Exercise:
In this exercise, print only the lines of the records below from the one with "ring pip: (285, 270)" through the one with "middle dip: (123, 262)", inclusive. Pictures are not part of the copy.

Extracted records:
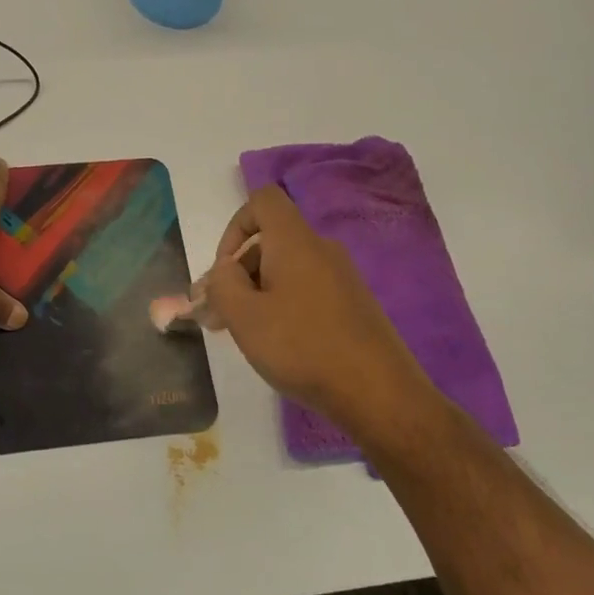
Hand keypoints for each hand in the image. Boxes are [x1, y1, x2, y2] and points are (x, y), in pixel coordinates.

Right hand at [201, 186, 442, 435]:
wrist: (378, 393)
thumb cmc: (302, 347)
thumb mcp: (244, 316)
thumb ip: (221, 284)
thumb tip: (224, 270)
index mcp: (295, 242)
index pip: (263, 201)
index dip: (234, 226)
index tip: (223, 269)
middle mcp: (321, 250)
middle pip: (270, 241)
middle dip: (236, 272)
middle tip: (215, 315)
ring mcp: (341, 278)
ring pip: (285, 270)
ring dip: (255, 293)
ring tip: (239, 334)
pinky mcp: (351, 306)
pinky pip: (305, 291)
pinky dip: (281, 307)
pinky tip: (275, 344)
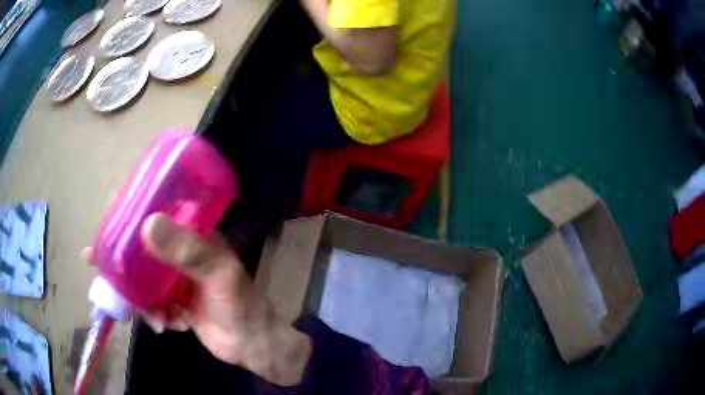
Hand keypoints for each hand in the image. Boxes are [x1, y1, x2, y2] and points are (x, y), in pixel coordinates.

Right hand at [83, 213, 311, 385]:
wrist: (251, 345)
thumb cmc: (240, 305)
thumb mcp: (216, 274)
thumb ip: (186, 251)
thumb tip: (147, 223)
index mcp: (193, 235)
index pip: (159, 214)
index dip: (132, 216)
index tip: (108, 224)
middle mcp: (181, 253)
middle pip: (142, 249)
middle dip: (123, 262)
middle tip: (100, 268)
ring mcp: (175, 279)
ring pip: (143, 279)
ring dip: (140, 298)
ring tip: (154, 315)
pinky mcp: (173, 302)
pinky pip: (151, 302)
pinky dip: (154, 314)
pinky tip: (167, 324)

Written solution:
ring pip: (285, 270)
ring dip: (255, 293)
ring tip: (239, 334)
pinky mcp: (351, 306)
pinky pip: (305, 291)
pinky dip: (281, 307)
pinky tip: (275, 344)
Hand keypoints for each hand in the image. Boxes are [x1, y1, x2, y2] and points are (x, y), in pixel coordinates.

Right hand at [83, 213, 311, 385]:
wrist: (251, 345)
thumb cmc: (240, 305)
thumb mcp: (216, 274)
thumb ip: (186, 251)
thumb tip: (147, 223)
index mcp: (193, 235)
index pip: (159, 214)
index dip: (132, 216)
index tip: (108, 224)
middle mcp: (181, 253)
middle pip: (142, 249)
middle dip: (123, 262)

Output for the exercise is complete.